Parliament weighing options on venues, but warns of costs

Parliament hopes to have a venue for its sittings by the beginning of April. Picture: Armand Hough / Independent Newspapers

Parliament hopes to have a venue for its sittings by the beginning of April. Picture: Armand Hough / Independent Newspapers

Published Feb 1, 2024


Speaker Nosiviwe Mapisa-Nqakula says they are weighing options in securing a venue for members of Parliament to attend sittings physically.

They want to get the venue by April 1 and at the moment they are looking at various options.

But Mapisa-Nqakula warned that the costs are going to be high. She added that just for one day, Information and Communications Technology (ICT) costs amount to about R500,000.

The Speaker told parties that if they want to have physical sittings, they must ensure their members attend those sittings to avoid fruitless expenditure.

At the moment Parliament was looking at the Cape Town International Convention Centre, the City Hall and the Good Hope Centre.

Parliament has not been able to convene in the parliamentary precinct since the fire that swept through it on January 2, 2022.

They wanted a venue that was within the Cape Town CBD, which will enable members to access it easily for sittings.

The programming committee was meeting on Thursday when Mapisa-Nqakula responded to questions on the matter.

Economic Freedom Fighters (EFF) MP Hlengiwe Mkhaliphi raised the issue of attending plenary sittings physically.

ANC chief whip Pemmy Majodina said they needed to get a venue that will accommodate all 400 members of the National Assembly. They will need to hire the venue for sittings for the year and not on an ad hoc basis.

Al-Jama-ah leader Ganief Hendricks urged Mapisa-Nqakula and her team to look at the lowest costs for ICT services to avoid paying R500,000 a day.

“IT expenses seem to be a problem, can’t we compromise on the IT support that the plenary session will have and considerably reduce the cost. Maybe someone has looked at that and establish what is the bare minimum IT support that we need and considerably reduce the cost to R100,000,” said Hendricks.

Mapisa-Nqakula said she agreed with Majodina that they were looking at getting a venue they will have to book for their sittings for the year and not on an ad hoc basis.

But she said parties will have to commit that all their members will attend the sittings to avoid fruitless expenditure.

“That is exactly what we are talking about, chief whip (Majodina). We are talking about the physical presence of members of the National Assembly. That is the issue at hand, which has been raised by honourable Mkhaliphi. Everything we are trying to do right now is to find a venue which will accommodate members of the National Assembly for physical meetings of the assembly.

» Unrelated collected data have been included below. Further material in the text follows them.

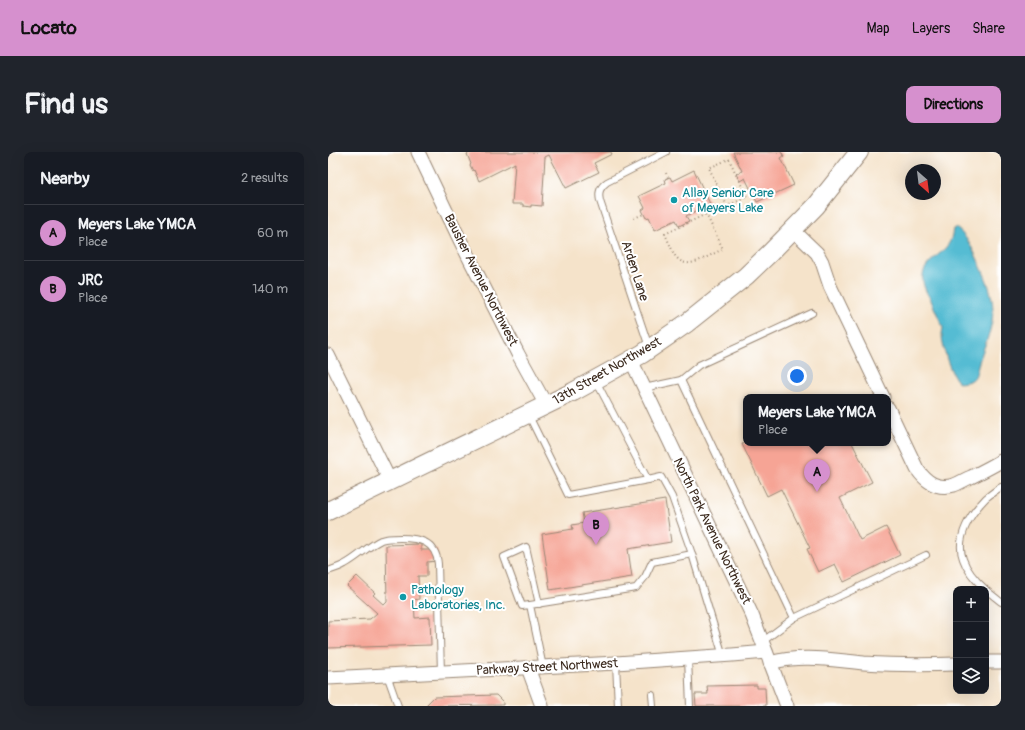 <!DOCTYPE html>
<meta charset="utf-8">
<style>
:root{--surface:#171b24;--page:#20242c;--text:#f1f3f6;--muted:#9ea1a6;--line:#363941;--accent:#d690ce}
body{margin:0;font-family:Pangolin,sans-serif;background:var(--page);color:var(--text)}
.controls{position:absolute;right:12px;bottom:12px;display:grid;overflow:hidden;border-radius:8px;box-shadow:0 4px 16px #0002}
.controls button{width:36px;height:36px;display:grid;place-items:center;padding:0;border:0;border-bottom:1px solid var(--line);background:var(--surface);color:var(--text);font:20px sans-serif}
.compass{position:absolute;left:577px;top:12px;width:36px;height:36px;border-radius:50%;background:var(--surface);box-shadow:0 4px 16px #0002;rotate:152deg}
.you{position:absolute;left:469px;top:224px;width:14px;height:14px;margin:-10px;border:3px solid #fff;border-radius:50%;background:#1a73e8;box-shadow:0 0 0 6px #1a73e833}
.badge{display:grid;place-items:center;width:26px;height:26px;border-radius:50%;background:var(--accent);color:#111;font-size:13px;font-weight:700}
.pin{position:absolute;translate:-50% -33px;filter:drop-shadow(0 1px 2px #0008)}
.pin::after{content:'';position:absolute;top:21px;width:14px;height:12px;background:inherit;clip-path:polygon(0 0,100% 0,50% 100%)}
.popup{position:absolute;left:415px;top:242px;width:148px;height:52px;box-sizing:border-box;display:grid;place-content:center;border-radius:8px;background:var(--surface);filter:drop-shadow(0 1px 3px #0005);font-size:13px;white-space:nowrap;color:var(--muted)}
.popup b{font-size:15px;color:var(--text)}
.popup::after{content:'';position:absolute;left:50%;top:100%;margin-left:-8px;border:8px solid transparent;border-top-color:var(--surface)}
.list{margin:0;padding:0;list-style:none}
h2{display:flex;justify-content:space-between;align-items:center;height:52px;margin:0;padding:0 16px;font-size:17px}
h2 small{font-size:13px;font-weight:400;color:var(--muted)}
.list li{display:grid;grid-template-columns:26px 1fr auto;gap:12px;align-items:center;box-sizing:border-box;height:56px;padding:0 16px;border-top:1px solid var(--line)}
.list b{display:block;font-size:15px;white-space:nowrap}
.list p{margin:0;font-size:13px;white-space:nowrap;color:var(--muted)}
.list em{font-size:13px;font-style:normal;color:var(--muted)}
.icon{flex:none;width:22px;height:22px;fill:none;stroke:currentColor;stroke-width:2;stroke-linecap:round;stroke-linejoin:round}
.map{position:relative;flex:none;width:673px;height:554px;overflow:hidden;border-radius:8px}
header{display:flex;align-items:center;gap:24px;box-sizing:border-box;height:56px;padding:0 20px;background:var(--accent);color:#111}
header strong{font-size:19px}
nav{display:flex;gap:22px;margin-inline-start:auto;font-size:14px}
.intro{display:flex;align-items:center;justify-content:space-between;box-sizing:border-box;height:96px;padding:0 24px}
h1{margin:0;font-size:28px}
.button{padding:10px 18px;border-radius:8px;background:var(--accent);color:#111;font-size:14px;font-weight:700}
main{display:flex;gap:24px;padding:0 24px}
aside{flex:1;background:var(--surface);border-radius:8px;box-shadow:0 4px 16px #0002}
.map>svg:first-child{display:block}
.water{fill:#55bcd3;stroke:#487378}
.building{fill:#f6a495}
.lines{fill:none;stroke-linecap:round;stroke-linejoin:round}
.service-casing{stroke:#988674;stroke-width:8}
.minor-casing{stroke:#988674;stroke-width:15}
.secondary-casing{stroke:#988674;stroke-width:20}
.path{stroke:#988674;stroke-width:2;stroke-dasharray:1 3;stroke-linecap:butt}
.service{stroke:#fff;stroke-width:6}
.minor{stroke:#fff;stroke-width:13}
.secondary{stroke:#fff;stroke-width:18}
.culture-dot{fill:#0f9aa8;stroke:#fff;stroke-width:1.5}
.labels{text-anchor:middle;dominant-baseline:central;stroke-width:4;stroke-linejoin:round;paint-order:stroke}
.culture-label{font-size:13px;fill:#0d838f;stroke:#fff;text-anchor:start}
.street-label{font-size:13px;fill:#3b2a1e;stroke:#fff}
</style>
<header>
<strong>Locato</strong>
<nav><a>Map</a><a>Layers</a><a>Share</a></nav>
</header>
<div class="intro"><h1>Find us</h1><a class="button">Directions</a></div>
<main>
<aside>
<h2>Nearby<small>2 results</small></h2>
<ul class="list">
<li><span class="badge">A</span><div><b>Meyers Lake YMCA</b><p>Place</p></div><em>60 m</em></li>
<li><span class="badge">B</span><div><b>JRC</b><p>Place</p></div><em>140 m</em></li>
</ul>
</aside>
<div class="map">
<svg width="673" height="554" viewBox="0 0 673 554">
<rect width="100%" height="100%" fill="#fff"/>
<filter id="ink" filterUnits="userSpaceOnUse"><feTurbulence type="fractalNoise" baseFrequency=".025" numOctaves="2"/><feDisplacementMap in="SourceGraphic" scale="8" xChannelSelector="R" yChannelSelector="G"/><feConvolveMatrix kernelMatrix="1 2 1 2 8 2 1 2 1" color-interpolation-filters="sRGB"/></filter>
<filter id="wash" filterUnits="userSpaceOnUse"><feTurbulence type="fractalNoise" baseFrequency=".012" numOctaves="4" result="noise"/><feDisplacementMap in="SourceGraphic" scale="16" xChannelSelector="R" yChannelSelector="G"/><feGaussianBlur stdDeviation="0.9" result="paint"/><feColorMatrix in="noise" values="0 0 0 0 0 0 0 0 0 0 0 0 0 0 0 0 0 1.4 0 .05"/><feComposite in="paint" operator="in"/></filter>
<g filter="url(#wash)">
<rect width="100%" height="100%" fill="#f5e3ca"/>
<path class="water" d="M628 76C638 83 644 96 649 106 658 126 668 146 664 169 662 182 656 195 652 207 646 223 652 229 631 231 622 222 614 195 614 182 614 180 615 178 615 176 615 174 604 152 603 148 598 140 592 129 596 119 600 109 612 103 619 94 623 90 624 83 625 77Z"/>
<g id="blocks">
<g class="building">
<polygon points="143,0 283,0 284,2 266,11 271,20 238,36 221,3 217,5 214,54 203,53 203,55 195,54 195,52 184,52 187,11 151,29 146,18 145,19 142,13 143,12 139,2"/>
<polygon points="405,0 453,0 456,4 453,6 466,33 429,50 417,26 412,29 408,22 414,19"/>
<polygon points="366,18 382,52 358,64 361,69 351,74 348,68 327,78 321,65 318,66 314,58 317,56 311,44 338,31 337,27 342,25 344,29"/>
<polygon points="418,291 524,291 544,330 512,346 532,388 558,375 572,403 516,430 507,412 490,420 479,397 482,396 453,337 439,344 414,292"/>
<polygon points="337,348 343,390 300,397 304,425 222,438 214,382 245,377 244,373 256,371 254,361"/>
<polygon points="93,392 93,398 109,398 109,409 99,410 99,424 90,424 91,447 86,448 87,466 102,465 103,493 0,496 0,469 42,467 49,461 19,434 29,424 47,441 45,443 56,453 59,450 58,393"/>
<polygon points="429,533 429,536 437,536 438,554 368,554 367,542 380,542 379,534"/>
<polygon points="168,543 175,550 175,553 99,554 99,552 106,545"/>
</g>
</g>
</g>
<g filter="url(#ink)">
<use href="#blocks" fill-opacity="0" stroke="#988674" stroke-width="1"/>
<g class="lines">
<g class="service-casing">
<g id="service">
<path d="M321 195 272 49C270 40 272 35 279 30L338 0"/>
<polyline points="353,228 371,213 484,161"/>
<polyline points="316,236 353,228 466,466 434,490"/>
<polyline points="201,264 240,343 320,328 268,229"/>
<polyline points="320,328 333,325 344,345 364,402"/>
<path d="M0 419C6 417 12 415 17 412 30 405 40 394 53 388 59 386 66 386 72 386 91 386 108 389 110 412L113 521"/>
<path d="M657 437C648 429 639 419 635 407 627 385 643 361 658 346 663 342 668 338 673 335"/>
<polyline points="658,438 673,450"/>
<polyline points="202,453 194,454 176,405 198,395 211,452"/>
<polyline points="466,466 598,403"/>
<polyline points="360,506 362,554"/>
<polyline points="288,511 290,554"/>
<polyline points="215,515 202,453 308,436 317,425 324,410 364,402 395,504"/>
<polyline points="59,523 70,554"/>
<polyline points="324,543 325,554"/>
</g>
</g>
<g class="minor-casing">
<g id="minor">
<polyline points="90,0 132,88 190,202 218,253"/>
<polyline points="465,78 489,101 494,110 502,134 555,245"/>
<polyline points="0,203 62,329"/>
<polyline points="303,208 424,463 459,554"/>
<path d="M560 256 589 317C598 330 609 338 626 333 632 331 637 327 643 325 653 320 663 315 673 309"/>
<polyline points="658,510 673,510"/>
<path d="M442 511C473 502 504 508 536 511 567 513 597 513 628 512"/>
<polyline points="200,516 214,554"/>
<polyline points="0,526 288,511 404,503 438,500"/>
</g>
</g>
<g class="secondary-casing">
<polyline id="secondary" points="0,359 245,240 314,202 359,171 418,124 442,101 488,54 531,0"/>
</g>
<g class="path">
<polyline points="454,2 456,1 456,0"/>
<polygon points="401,7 419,45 399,54 381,16"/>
<polyline points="338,21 340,26"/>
<path d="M378 62 395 97C389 100 383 103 377 106 365 111 355 116 346 102L337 82Z"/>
<polyline points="306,66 316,62"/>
</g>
<use href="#service" class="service"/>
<use href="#minor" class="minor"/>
<use href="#secondary" class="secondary"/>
</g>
</g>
<g class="culture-dot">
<circle cx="346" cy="48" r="4"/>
<circle cx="75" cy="445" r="4"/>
</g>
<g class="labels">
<g class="culture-label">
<text x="354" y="41">Allay Senior Care<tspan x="354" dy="15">of Meyers Lake</tspan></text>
<text x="83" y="438">Pathology<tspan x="83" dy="15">Laboratories, Inc.</tspan></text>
</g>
<g class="street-label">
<text transform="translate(307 119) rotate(72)">Arden Lane</text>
<text transform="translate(153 128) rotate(63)">Bausher Avenue Northwest</text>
<text transform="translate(279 219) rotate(-30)">13th Street Northwest</text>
<text transform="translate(384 379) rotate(64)">North Park Avenue Northwest</text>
<text transform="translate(219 515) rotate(-3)">Parkway Street Northwest</text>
</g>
</g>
</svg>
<div class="controls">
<button>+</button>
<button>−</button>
<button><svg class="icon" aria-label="layers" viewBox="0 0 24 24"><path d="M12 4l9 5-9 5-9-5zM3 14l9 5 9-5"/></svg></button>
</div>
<svg class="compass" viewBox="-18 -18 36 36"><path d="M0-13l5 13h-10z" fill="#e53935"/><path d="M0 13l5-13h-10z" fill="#9ea1a6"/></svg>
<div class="you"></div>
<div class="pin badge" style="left:489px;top:340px">A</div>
<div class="popup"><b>Meyers Lake YMCA</b>Place</div>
<div class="pin badge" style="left:268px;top:393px">B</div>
</div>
</main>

“However, we must all be clear that there will be costs added to what we are spending. If you look at, as I said now, just one day just the ICT costs (are between) R500,000-R600,000 per day. People need to understand that. When we finally secure a venue and agree that’s the venue for us to use, as you have said chief whip, all parties will have to commit to their members attending so that we don’t have expenditure which is fruitless by members not attending those sessions.

“There is insistence that people want to (attend sittings physically), therefore, the chief whips of political parties will have a responsibility of ensuring their members do attend those physical meetings,” said Mapisa-Nqakula.

She said they hope by April 1 they would have secured the venue for Parliament, but they were exploring all options.

They will send a comprehensive report to parties once they have finalised the process.

They were doing their best to get the venue that will accommodate the 400 members of the Chamber and trying to look at the issue of costs.